Ian Hickson wrote:
On Thu, 7 Aug 2008, Jonas Sicking wrote:
We make the createWorker() methods return a Worker object, but the Worker object _inherits_ from MessagePort. So effectively it is a port, but we can move the onload and onerror stuff to the Worker object instead of having them on all MessagePorts.
I thought about that, but what happens if you pass such an object to
postMessage?

It would just get cloned as usual.

This seems to be exactly the same thing as what the spec says now, just with a different name.

The only things that a Worker object would have that a regular MessagePort wouldn't is the onload and onerror things, and they're only relevant until the point where you have a connection, so losing them when you clone the port is fine.

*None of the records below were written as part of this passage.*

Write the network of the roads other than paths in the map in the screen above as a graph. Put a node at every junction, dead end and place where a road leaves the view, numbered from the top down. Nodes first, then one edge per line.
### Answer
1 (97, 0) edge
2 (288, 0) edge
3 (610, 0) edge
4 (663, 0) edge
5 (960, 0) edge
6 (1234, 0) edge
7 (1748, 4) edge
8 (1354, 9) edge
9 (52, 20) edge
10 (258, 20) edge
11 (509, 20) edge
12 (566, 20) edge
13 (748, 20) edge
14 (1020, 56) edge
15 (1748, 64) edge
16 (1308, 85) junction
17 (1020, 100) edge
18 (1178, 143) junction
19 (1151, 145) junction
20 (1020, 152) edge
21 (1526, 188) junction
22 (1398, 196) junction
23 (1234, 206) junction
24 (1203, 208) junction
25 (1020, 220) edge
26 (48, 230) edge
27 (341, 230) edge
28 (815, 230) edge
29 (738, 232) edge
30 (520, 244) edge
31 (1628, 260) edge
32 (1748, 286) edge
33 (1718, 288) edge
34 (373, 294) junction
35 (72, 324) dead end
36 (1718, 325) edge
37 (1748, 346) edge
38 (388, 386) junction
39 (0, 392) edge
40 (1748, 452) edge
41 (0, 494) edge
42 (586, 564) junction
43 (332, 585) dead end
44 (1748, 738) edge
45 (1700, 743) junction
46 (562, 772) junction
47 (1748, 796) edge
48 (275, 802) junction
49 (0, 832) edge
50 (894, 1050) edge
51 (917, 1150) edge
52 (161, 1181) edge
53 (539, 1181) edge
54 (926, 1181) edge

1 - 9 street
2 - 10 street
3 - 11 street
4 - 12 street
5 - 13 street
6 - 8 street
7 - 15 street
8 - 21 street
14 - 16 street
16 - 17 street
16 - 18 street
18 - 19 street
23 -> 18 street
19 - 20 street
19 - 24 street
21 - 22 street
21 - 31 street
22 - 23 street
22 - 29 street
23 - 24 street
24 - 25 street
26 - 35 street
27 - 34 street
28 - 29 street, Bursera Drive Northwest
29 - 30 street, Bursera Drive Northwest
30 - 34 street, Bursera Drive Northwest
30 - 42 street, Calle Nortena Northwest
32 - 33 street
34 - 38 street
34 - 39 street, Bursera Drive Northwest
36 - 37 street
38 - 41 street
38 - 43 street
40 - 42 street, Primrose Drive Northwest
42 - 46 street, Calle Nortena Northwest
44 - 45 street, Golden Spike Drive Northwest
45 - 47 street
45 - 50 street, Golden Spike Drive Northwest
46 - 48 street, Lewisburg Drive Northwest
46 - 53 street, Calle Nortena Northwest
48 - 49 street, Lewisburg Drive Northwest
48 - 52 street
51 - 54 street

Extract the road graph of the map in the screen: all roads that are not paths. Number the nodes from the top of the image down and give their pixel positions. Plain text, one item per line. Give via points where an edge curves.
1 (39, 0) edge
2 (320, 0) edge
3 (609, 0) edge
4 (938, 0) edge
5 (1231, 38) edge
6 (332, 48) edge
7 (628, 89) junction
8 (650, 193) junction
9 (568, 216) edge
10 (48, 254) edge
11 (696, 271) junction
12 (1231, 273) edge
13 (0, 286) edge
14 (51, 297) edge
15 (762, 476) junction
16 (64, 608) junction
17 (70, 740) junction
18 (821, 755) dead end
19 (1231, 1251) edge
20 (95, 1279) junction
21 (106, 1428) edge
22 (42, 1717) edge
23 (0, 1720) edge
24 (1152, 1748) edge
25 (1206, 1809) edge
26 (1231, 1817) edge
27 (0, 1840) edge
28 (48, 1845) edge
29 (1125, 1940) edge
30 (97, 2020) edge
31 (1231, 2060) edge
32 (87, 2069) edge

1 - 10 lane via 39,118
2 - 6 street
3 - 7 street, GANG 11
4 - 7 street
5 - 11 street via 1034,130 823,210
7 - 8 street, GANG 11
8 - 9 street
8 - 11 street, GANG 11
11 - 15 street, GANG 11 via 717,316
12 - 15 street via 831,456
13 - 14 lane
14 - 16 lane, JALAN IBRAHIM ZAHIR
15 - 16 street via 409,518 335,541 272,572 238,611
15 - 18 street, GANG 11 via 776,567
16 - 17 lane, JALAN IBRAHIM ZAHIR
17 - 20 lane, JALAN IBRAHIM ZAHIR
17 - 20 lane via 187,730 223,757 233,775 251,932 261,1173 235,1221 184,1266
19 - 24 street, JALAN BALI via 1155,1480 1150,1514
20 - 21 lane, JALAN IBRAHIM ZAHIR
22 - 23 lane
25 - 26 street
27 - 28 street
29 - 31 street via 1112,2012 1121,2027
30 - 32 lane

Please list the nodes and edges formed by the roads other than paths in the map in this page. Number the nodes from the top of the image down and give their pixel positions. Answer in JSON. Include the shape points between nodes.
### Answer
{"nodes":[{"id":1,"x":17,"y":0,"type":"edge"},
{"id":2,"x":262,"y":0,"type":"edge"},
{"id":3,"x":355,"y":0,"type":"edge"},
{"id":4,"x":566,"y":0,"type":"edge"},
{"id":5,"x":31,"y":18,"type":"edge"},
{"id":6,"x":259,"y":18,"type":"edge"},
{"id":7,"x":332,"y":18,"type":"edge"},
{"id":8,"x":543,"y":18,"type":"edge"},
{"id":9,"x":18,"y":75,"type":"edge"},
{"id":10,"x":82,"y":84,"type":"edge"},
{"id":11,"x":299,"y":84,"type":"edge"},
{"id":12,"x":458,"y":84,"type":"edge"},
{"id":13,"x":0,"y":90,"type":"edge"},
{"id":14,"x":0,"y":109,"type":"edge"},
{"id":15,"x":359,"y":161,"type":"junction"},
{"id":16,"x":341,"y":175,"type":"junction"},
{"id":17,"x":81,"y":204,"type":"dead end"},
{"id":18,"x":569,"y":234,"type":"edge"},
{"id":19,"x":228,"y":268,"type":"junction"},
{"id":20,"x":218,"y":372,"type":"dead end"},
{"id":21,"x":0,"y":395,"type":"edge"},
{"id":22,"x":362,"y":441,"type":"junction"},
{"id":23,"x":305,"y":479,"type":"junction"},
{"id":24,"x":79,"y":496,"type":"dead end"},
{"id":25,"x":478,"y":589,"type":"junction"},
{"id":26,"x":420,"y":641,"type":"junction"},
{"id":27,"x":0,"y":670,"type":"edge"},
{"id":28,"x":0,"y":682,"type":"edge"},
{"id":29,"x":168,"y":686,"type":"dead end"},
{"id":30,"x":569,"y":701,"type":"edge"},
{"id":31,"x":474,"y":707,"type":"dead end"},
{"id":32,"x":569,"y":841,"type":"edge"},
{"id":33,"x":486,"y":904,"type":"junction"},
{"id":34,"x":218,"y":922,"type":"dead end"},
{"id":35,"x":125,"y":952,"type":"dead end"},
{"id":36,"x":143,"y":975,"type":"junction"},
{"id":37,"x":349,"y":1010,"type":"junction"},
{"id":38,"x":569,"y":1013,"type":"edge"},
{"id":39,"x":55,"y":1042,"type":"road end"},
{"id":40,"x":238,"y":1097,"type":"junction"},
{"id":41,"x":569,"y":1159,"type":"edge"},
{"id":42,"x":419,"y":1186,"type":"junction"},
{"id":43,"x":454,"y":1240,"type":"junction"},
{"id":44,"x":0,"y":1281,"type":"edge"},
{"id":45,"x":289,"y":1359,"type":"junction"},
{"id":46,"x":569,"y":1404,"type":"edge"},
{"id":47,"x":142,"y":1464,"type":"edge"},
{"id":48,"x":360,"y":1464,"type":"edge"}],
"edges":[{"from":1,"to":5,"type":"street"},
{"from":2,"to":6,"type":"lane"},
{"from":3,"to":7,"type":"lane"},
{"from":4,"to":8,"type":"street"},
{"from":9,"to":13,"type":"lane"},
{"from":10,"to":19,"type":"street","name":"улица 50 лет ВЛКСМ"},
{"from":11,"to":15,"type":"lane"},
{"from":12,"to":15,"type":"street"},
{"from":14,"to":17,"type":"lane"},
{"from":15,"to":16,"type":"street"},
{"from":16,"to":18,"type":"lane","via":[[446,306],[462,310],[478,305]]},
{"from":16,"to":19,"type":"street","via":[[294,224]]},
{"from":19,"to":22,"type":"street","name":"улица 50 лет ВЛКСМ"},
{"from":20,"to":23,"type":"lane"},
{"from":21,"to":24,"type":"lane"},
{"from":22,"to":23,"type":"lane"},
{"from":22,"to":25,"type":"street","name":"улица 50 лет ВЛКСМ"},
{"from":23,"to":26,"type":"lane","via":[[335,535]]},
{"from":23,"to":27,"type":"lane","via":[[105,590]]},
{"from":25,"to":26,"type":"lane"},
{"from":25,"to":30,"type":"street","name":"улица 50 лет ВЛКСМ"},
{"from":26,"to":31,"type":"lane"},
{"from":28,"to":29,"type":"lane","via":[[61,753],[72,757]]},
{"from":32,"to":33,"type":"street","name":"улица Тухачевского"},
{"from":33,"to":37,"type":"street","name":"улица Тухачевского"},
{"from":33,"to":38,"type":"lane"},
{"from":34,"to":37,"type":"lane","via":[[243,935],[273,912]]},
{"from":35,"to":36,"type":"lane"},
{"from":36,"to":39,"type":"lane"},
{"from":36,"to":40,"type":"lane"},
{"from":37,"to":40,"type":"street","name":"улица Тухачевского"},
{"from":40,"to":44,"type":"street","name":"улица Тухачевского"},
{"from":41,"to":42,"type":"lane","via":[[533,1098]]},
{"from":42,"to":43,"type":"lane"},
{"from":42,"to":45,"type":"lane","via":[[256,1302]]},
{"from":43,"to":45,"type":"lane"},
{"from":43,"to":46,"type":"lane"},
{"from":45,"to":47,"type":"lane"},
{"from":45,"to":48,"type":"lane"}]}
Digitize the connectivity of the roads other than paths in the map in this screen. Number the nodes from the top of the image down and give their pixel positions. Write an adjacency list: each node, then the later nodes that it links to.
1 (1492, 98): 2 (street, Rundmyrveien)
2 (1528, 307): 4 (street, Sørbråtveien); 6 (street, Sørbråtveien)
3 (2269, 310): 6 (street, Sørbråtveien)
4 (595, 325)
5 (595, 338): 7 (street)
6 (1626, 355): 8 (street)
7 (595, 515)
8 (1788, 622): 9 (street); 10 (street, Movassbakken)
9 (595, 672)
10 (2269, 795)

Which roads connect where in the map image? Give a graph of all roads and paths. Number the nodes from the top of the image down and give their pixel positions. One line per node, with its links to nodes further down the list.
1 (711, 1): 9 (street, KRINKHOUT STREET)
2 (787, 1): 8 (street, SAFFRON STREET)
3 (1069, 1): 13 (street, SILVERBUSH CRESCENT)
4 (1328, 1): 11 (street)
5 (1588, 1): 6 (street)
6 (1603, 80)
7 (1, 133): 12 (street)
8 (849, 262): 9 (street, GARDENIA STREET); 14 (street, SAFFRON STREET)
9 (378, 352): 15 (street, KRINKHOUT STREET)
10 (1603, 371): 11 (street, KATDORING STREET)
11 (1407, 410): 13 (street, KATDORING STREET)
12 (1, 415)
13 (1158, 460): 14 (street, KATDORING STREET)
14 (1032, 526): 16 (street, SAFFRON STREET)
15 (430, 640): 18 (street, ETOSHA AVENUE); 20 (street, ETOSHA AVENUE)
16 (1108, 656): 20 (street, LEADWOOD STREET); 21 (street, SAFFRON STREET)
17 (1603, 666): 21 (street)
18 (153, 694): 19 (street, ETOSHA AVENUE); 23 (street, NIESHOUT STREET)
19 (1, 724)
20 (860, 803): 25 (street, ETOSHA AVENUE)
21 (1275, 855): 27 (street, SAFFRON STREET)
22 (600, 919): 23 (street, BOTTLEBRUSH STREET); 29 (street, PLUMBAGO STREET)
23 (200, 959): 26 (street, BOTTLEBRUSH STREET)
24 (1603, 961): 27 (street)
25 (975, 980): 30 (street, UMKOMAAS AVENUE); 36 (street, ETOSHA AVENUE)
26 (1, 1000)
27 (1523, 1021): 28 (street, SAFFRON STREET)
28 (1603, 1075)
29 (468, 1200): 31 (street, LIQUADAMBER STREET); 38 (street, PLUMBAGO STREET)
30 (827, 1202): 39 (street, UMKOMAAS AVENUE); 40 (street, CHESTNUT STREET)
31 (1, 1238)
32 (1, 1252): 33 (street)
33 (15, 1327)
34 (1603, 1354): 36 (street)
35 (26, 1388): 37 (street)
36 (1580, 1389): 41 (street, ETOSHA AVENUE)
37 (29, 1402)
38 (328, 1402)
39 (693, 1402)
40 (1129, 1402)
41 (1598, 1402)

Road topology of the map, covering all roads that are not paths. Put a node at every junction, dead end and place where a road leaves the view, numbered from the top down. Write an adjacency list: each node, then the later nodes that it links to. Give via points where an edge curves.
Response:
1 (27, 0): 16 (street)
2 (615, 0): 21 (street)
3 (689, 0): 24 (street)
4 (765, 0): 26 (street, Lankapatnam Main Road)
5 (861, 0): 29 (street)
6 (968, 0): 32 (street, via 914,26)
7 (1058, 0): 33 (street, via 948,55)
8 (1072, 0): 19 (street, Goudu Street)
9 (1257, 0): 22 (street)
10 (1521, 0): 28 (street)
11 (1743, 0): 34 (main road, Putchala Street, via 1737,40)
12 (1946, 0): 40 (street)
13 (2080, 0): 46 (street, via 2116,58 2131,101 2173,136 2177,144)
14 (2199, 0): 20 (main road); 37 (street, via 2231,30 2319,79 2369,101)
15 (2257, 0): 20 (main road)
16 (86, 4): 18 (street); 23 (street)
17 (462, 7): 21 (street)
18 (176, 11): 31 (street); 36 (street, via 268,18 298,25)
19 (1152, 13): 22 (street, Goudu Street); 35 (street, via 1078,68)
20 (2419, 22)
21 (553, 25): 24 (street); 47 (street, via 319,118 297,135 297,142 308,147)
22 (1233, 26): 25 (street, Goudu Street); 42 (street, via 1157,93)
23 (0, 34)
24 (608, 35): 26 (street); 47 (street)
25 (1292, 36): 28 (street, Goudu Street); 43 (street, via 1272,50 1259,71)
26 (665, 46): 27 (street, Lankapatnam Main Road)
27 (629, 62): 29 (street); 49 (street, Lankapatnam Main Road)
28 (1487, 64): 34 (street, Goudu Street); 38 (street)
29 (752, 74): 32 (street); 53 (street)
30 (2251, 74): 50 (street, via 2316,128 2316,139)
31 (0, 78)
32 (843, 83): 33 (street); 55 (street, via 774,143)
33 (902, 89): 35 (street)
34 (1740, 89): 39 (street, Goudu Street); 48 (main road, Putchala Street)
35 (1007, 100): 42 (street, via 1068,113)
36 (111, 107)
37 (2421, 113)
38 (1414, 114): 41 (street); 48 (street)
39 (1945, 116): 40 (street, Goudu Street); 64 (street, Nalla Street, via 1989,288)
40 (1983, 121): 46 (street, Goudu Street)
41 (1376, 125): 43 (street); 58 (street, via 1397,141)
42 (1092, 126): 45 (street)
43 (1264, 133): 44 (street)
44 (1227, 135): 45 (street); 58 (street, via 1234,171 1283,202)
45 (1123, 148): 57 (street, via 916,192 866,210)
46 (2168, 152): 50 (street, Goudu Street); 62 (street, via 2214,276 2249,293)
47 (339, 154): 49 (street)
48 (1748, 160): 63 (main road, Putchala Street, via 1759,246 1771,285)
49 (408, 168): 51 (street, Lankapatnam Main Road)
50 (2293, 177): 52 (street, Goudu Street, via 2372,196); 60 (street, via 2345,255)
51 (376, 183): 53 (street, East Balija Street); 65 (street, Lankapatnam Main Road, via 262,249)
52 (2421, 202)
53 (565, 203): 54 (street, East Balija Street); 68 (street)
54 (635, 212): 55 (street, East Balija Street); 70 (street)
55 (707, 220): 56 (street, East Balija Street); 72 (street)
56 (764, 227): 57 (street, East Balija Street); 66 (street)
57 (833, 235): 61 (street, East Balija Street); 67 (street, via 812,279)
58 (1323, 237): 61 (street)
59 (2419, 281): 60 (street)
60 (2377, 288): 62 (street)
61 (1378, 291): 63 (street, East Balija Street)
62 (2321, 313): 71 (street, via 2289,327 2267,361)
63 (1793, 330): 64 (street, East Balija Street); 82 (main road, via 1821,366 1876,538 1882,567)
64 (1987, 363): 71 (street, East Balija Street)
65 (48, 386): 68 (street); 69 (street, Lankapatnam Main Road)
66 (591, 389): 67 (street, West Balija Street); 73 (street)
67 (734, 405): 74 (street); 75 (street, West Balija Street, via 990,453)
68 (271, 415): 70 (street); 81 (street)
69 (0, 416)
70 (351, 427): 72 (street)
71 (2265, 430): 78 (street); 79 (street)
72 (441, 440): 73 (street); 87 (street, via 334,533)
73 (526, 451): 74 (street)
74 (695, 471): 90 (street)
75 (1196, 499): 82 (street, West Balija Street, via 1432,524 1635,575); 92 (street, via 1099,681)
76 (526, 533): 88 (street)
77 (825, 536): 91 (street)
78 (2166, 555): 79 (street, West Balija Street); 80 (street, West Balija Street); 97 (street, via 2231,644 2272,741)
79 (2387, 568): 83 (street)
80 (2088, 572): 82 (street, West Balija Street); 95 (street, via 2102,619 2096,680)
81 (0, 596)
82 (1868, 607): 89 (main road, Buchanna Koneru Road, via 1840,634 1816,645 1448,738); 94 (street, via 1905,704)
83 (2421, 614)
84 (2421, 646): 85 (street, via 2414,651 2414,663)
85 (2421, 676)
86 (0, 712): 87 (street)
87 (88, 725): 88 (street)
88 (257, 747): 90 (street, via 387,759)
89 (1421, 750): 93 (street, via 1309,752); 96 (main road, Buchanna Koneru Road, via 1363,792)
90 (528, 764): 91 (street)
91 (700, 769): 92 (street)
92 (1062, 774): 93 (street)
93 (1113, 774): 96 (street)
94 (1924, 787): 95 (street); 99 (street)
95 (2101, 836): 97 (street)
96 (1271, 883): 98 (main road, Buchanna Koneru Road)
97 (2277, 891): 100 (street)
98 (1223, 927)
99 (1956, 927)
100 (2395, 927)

One solution I thought about is to have a base interface such as:

interface MessagePort { ... }

Then have

interface Worker : MessagePort {
   bool isShared();
   <worker specific stuff>
}

interface PipePort : MessagePort {
   attribute Window ownerWindow;
   <Pipe specific stuff>
}

ownerWindow is gone. There's no pipe-specific stuff that wouldn't also apply to a worker. There's no worker-specific stuff once the channel has been established.

I think it's much overly optimistic to think that we will never want to add port specific stuff to the port object, or worker specific stuff to the worker object. I just don't have that high confidence in that we can design these interfaces perfectly in the first version, nor phantom the features that people will want in future versions.

I really don't like this idea of making Workers less generic. There's no need for it as far as I can tell, and all it does is make things less powerful while actually increasing implementation complexity.

Why is it making them less generic?

One need listed is the ability to in the future add properties that make sense on one interface but not the other. You are already listing onerror and onload as not really making sense on a generic MessagePort.

Why does it make things less powerful?

So far it seems like implementors are commenting on wanting this change, so implementation complexity doesn't seem like a real concern.

Would it be better if instead of createWorker() we called the method connectToWorker(), and it creates it as well if the worker is unnamed or doesn't yet exist? That would resolve the issue of what looks like a constructor not returning an object representing what it constructs?

That only addresses one of the comments listed in my last mail.